Atalanta e Milan sono pronte a sfidarsi per l'Europa. In campo ci saranno tanti ex di turno, soprattutto con i padroni di casa. Obiettivo? Entrambe vogliono vincere.

Atalanta-Milan, storie di ex: da Montolivo a Cristante, passando per l'assente Bonaventura
Photo by "Sky Sport"

Atalanta e Milan sono pronte a darsi battaglia per l'Europa. Le due squadre occupano rispettivamente quinto e sesto posto in classifica, ma se i rossoneri riusciranno a portare a casa la vittoria il distacco sarebbe solamente di 3 punti. Non solo numeri e analisi tattiche, ma anche una piccola e significativa parentesi riguardanti gli ex. Saranno ben sei, infatti, i calciatori che hanno avuto modo di vestire in passato le maglie di Atalanta e Milan, tra i quali Bryan Cristante, Riccardo Montolivo, Giacomo Bonaventura, Andrea Petagna, Alberto Paloschi e Gabriel Paletta.

Cristante è nato e cresciuto nel settore giovanile rossonero. E' stato lanciato da Massimiliano Allegri, ma non è riuscito a conquistarsi un posto a centrocampo. Venne acquistato dal Benfica ma, a causa dello scarso minutaggio, la società decise di mandarlo prima a Palermo e poi a Pescara. Poi il trasferimento all'Atalanta, con Giampiero Gasperini che è riuscito a rivalorizzare un ottimo potenziale dalle grandi prospettive. Giocherà da ex contro il suo Milan, squadra con la quale ha collezionato 3 presenze e 1 goal, proprio contro l'Atalanta a San Siro.

Montolivo è stato un grande pilastro dell'Atalanta dal 2003 al 2005, ed è un prodotto del settore giovanile. Ben 73 presenze e 7 goal prima di scrivere la storia con la maglia della Fiorentina. E' arrivato al Milan nel 2012, e questa sera ha buone possibilità di riabbracciare la sua vecchia città.

Discorso simile anche per Bonaventura, con l'esterno che è cresciuto e diventato grande passando per tutti i centri di allenamento di Zingonia. Anche lui, nonostante sia assente per infortunio, verrà considerato come grande ex. Dal 2014 veste rossonero, ma a Bergamo ha uno score di 130 presenze e 23 goal.

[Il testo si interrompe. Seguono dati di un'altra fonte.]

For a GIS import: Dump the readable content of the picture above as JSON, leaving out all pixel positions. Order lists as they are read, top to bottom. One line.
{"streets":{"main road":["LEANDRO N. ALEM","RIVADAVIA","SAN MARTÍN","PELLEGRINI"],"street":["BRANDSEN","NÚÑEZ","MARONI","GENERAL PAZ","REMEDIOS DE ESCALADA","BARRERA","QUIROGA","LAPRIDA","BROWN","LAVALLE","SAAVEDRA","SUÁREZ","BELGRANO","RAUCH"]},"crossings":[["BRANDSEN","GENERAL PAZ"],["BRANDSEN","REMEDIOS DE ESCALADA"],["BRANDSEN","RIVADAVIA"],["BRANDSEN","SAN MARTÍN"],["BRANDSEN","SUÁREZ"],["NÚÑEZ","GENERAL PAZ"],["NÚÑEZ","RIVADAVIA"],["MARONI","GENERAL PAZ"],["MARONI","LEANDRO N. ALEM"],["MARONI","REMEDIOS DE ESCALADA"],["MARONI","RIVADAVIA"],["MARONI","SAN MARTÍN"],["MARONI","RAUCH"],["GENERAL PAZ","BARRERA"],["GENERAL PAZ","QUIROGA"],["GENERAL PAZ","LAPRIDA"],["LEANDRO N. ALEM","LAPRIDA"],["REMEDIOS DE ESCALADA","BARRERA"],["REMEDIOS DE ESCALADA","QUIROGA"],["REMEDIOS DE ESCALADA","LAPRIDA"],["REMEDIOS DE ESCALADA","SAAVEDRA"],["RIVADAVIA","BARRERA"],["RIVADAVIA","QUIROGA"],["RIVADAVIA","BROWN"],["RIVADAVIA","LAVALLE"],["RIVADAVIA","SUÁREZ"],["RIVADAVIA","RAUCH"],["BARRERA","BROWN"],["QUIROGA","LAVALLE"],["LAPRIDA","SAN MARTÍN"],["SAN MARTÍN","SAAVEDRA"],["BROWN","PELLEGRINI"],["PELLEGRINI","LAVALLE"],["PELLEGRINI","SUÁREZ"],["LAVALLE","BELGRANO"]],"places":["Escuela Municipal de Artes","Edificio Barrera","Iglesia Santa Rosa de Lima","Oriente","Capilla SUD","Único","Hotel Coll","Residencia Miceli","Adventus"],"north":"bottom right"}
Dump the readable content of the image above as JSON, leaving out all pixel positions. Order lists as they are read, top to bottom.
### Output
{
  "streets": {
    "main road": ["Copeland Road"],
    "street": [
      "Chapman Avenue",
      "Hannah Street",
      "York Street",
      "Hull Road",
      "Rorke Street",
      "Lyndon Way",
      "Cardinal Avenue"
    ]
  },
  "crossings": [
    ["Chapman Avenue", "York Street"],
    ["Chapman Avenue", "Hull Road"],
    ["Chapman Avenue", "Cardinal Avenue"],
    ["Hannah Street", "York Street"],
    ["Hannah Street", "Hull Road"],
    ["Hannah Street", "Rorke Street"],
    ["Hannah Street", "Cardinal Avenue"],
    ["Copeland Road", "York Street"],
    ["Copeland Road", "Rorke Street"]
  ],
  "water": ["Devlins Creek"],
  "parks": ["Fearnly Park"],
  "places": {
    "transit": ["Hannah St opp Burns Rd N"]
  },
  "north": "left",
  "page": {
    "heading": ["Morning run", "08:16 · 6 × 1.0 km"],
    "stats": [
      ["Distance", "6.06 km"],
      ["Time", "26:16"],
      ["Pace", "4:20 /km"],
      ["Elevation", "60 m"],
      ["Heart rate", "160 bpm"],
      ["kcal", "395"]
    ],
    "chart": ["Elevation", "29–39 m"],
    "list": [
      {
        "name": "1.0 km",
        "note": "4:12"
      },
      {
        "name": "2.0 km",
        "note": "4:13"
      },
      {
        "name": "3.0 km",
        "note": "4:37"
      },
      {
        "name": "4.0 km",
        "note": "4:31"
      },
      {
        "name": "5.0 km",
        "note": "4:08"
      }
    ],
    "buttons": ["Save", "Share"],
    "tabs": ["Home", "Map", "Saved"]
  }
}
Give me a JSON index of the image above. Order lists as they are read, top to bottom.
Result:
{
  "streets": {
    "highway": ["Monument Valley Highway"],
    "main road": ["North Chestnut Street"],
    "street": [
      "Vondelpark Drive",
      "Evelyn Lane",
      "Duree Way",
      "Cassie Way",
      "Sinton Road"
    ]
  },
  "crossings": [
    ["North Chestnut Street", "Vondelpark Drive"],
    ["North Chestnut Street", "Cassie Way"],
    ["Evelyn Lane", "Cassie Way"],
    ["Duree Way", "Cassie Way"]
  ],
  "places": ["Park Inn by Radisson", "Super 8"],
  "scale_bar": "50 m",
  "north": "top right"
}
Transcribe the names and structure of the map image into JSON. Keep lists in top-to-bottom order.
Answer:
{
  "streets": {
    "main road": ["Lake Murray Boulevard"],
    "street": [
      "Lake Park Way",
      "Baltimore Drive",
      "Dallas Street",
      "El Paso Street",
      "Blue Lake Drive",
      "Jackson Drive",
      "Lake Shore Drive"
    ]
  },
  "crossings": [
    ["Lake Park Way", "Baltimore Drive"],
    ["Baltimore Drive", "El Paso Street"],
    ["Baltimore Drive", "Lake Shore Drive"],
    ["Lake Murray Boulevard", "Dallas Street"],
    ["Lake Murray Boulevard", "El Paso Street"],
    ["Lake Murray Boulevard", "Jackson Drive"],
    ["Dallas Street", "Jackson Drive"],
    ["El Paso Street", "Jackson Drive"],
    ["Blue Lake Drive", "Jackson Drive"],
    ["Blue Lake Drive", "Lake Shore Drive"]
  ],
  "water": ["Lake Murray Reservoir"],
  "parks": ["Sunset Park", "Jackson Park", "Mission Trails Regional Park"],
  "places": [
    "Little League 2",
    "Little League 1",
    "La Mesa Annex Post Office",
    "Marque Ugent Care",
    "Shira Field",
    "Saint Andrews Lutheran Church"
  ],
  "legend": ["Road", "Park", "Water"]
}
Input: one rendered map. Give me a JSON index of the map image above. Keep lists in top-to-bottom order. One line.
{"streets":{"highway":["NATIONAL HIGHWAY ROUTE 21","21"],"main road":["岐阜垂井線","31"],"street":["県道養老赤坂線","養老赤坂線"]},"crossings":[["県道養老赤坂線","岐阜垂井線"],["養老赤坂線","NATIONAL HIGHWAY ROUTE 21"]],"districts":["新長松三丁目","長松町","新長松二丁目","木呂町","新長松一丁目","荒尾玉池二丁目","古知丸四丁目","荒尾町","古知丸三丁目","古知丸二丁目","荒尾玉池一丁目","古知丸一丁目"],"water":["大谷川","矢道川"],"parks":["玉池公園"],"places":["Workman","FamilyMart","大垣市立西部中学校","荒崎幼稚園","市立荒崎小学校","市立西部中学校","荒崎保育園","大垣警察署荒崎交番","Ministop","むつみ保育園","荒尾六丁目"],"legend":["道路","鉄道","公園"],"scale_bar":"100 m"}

Una bella favola anche per quanto riguarda Petagna. Cresciuto nel Milan, anche lui ha esordito sotto la gestione Allegri. Poche presenze e una serie di prestiti in Serie B. Si è messo in mostra ad Ascoli, e l'Atalanta ha deciso prontamente di ingaggiarlo e metterlo a disposizione di Gasperini. I risultati? Scommessa vinta alla grande perchè è diventato un calciatore importante, nel giro della Nazionale e con una valutazione di circa 20 milioni di euro. Con il Milan solamente 3 presenze, e proverà a vendircarsi già da questa sera.

Paloschi, invece, è un centravanti cresciuto nel vivaio rossonero. Esordì grazie alla fiducia di Ancelotti, capace di schierarlo nei minuti finali e di vincere contro il Siena grazie a una sua marcatura. E' arrivato all'Atalanta dopo le ottime esperienze con Parma e Chievo, prima della deludente esperienza in Premier League con lo Swansea. Gasperini lo ha etichettato come riserva di lusso di Petagna, ma il tecnico sa bene che ha avuto sempre un grande rapporto con l'area di rigore.

Non va dimenticato l'apporto in nerazzuro di Gabriel Paletta. Il centrale ha disputato una buonissima stagione con Reja, tanto da convincere società e Montella alla riconferma. Questa sera, però, non sarà a disposizione per squalifica.